In the records below, find each line with the word "lane" and copy it.
== Record extracts
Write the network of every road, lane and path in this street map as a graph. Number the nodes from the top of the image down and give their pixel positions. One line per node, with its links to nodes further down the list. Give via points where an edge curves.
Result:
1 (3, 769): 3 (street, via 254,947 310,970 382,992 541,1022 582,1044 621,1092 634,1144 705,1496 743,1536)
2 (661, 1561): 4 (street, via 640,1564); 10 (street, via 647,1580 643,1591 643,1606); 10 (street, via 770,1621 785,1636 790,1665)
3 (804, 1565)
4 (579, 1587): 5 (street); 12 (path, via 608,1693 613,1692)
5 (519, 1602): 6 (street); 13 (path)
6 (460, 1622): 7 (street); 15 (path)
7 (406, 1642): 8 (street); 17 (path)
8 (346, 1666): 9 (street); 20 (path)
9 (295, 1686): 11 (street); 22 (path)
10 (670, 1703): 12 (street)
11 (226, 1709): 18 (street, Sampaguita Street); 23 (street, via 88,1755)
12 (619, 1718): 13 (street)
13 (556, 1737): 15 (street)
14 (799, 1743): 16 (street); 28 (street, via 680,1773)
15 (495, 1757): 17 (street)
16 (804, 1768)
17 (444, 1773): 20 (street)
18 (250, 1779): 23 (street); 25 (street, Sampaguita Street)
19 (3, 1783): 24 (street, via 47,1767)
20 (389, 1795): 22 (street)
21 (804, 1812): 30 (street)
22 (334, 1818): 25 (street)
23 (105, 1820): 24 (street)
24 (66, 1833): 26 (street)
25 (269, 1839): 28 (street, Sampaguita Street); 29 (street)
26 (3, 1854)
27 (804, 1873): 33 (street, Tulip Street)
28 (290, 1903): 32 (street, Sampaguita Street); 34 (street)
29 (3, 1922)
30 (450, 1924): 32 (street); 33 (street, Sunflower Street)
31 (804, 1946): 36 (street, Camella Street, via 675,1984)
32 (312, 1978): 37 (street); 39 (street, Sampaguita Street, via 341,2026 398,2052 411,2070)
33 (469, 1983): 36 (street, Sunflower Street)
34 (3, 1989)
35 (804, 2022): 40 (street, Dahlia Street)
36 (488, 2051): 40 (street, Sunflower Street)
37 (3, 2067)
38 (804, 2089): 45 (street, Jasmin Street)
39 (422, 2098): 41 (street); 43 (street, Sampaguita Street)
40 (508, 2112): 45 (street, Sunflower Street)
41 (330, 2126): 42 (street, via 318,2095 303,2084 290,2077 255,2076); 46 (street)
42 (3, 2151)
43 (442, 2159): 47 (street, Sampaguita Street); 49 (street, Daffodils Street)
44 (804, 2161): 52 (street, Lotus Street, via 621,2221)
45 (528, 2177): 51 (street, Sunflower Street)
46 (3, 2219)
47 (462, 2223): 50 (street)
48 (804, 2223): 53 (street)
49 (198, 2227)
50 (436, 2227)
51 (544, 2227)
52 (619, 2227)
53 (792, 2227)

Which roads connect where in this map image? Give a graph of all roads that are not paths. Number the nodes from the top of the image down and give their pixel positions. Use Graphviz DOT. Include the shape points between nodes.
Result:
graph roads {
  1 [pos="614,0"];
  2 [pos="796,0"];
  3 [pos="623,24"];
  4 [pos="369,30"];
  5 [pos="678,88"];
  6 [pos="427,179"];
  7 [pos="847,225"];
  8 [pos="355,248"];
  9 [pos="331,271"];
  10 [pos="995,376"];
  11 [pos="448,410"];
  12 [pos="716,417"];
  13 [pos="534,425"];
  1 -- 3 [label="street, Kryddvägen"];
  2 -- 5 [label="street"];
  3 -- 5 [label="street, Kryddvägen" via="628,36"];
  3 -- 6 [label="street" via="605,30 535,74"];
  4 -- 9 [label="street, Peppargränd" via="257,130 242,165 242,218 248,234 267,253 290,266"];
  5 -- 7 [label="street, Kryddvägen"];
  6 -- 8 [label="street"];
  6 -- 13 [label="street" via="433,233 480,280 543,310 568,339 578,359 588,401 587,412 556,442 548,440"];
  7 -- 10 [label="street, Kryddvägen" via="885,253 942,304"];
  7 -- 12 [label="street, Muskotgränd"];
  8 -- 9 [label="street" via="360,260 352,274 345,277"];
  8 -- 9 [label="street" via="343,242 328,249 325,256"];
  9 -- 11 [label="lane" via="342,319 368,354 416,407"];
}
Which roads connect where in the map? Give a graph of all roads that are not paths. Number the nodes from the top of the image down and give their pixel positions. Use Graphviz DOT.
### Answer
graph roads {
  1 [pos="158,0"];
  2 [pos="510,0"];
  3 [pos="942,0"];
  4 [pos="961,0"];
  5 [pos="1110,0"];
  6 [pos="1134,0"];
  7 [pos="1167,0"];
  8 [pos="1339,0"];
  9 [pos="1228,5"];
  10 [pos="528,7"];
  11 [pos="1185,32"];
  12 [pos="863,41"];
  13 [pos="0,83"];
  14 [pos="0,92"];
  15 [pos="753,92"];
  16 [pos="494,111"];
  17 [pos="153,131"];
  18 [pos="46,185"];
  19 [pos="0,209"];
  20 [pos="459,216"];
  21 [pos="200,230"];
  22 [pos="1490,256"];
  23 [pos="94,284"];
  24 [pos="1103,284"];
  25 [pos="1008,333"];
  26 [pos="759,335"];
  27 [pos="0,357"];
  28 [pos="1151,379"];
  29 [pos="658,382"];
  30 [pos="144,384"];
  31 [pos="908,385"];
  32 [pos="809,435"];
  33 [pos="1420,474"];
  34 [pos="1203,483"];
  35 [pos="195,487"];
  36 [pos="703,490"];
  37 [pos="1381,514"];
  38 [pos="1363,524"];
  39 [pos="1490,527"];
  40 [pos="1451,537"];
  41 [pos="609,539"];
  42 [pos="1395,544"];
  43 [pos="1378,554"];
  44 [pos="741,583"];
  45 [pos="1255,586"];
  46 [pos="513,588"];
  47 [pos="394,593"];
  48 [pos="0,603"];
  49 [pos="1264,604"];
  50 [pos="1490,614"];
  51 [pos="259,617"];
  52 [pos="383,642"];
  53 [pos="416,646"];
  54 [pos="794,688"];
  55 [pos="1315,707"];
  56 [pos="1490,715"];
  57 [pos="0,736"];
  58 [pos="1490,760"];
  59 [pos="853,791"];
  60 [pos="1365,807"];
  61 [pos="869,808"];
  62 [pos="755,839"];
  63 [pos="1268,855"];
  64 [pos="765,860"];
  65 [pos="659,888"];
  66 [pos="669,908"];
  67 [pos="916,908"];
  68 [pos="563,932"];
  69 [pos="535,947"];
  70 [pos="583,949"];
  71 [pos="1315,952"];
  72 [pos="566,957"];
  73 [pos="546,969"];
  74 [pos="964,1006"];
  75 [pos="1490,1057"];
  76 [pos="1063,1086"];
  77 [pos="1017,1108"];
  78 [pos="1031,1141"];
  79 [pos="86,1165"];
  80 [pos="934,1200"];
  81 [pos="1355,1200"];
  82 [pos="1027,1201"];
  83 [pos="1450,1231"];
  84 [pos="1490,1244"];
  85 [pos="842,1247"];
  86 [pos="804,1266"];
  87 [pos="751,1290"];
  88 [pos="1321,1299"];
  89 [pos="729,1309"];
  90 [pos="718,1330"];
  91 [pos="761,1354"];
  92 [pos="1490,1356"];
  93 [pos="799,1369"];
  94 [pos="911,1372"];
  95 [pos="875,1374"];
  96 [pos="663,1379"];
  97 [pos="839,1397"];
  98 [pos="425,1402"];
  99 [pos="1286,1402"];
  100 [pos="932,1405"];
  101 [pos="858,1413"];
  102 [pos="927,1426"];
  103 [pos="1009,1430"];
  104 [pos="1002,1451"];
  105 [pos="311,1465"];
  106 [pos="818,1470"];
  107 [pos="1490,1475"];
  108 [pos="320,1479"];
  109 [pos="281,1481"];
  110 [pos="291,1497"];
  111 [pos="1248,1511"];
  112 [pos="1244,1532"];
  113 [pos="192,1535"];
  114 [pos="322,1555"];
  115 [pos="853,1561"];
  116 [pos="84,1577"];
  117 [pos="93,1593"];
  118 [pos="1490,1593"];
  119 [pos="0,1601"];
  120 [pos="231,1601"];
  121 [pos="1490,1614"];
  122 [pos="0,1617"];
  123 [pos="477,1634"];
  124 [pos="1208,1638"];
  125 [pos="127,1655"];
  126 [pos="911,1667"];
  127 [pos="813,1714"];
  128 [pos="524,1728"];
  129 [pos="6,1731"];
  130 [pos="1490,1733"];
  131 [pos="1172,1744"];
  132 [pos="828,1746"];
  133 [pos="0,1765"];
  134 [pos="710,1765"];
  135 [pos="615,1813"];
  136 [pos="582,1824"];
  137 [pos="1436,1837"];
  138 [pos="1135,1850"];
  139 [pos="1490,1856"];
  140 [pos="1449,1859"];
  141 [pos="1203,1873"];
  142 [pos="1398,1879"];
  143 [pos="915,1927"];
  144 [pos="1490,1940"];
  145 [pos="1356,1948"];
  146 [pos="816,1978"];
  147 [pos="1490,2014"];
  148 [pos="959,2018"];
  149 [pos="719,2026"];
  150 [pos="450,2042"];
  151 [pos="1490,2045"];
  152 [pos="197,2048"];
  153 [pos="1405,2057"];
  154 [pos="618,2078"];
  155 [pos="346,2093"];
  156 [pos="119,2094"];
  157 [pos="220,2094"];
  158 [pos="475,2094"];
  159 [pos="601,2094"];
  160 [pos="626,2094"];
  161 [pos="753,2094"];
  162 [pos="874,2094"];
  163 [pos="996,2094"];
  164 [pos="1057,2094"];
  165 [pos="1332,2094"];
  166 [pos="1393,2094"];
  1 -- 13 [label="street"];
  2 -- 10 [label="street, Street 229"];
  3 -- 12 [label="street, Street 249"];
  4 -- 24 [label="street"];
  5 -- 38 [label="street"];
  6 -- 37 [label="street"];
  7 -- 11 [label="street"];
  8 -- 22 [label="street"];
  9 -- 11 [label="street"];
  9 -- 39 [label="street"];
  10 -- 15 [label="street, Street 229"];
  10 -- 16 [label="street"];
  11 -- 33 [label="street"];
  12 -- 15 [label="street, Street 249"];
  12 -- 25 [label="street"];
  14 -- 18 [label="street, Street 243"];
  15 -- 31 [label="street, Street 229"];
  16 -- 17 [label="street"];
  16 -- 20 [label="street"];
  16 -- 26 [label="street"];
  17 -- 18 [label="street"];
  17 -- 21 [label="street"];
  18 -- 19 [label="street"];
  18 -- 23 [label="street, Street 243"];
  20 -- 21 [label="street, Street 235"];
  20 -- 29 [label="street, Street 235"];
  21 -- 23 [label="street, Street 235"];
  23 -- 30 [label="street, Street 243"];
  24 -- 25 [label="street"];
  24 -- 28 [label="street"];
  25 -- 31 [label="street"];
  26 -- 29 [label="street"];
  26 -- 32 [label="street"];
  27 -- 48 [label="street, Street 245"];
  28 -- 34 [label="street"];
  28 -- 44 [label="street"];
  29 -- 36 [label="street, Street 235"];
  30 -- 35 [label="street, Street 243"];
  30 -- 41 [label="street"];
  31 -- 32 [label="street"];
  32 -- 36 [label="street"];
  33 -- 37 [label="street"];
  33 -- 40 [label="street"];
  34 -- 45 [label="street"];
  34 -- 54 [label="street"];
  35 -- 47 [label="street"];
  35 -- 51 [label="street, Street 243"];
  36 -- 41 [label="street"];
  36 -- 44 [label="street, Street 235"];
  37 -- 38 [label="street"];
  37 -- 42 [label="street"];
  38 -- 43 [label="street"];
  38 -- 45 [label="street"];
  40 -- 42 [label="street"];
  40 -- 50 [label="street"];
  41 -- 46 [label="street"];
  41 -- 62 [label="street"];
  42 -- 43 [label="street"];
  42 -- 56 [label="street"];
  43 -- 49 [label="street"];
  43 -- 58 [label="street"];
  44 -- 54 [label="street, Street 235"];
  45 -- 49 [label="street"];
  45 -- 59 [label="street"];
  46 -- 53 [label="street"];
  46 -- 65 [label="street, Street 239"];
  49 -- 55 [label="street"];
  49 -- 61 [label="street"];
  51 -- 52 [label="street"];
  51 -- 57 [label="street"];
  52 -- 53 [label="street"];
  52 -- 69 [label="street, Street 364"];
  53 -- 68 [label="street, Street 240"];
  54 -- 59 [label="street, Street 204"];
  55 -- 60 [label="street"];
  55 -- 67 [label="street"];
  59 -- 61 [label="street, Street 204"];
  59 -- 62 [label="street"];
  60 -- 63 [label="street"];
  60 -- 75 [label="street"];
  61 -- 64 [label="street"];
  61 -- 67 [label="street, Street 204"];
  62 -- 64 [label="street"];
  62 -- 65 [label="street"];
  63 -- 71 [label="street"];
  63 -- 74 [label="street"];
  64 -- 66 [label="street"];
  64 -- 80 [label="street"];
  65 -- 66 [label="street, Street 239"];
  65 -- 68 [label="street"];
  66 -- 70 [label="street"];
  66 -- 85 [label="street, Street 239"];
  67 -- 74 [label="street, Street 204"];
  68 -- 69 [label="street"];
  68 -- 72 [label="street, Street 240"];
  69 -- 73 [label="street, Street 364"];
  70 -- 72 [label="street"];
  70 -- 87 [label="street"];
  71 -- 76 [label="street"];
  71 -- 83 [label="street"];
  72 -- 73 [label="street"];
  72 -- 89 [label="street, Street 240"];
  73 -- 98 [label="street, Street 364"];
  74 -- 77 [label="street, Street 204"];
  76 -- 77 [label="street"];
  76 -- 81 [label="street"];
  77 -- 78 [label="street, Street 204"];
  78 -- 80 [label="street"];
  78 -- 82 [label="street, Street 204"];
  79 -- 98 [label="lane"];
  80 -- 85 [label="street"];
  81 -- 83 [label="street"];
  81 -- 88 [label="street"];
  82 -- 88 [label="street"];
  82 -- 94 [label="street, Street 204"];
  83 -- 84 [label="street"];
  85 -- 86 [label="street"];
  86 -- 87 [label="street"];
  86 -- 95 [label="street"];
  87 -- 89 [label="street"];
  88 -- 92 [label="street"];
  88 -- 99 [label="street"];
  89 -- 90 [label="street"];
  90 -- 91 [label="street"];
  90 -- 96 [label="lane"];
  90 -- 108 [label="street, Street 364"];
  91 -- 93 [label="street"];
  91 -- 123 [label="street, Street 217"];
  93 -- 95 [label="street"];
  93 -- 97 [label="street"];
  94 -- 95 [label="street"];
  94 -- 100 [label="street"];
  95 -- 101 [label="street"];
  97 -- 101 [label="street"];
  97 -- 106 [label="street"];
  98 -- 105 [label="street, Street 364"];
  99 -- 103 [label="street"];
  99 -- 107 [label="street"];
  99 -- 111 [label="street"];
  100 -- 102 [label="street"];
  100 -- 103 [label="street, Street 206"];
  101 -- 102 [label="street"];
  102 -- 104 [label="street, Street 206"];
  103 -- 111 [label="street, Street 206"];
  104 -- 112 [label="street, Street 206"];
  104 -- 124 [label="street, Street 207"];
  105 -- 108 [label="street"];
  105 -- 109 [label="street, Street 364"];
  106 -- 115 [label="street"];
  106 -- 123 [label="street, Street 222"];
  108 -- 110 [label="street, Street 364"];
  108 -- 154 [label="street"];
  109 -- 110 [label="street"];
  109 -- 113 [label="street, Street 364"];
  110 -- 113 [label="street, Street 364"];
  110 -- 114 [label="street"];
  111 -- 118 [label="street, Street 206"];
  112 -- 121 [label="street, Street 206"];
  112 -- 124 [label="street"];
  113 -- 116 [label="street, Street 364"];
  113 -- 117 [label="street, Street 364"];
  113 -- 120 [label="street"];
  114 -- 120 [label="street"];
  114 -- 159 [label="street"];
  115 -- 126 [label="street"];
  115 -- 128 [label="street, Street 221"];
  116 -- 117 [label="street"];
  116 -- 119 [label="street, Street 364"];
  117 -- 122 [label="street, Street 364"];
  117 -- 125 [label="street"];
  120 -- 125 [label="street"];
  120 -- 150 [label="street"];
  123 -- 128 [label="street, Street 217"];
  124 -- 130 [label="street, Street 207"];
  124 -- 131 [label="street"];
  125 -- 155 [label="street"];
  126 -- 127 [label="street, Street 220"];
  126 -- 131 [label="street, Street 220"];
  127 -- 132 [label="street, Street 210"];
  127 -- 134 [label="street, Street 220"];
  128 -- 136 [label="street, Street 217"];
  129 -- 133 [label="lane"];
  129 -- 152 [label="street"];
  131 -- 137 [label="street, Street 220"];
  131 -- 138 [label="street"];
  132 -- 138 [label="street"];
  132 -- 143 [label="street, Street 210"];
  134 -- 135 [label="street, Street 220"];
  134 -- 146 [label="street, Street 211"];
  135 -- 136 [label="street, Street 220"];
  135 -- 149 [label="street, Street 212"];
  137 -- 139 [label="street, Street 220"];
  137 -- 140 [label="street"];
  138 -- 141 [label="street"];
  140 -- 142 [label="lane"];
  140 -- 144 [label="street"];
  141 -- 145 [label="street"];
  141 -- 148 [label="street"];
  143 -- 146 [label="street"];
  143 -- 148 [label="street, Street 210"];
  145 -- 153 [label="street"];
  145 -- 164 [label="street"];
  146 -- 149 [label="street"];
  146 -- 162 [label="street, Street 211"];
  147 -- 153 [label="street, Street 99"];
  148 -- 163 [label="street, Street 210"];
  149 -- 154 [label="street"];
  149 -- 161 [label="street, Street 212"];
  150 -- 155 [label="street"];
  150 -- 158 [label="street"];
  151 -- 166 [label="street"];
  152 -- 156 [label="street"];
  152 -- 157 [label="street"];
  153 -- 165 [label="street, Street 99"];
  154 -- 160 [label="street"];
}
====
Response to this exercise:
Write the network of every road, lane and path in this street map as a graph. Number the nodes from the top of the image down and give their pixel positions. One line per node, with its links to nodes further down the list. Give via points where an edge curves.
  9 -- 11 [label="lane" via="342,319 368,354 416,407"];
  79 -- 98 [label="lane"];
  90 -- 96 [label="lane"];
  129 -- 133 [label="lane"];
  140 -- 142 [label="lane"];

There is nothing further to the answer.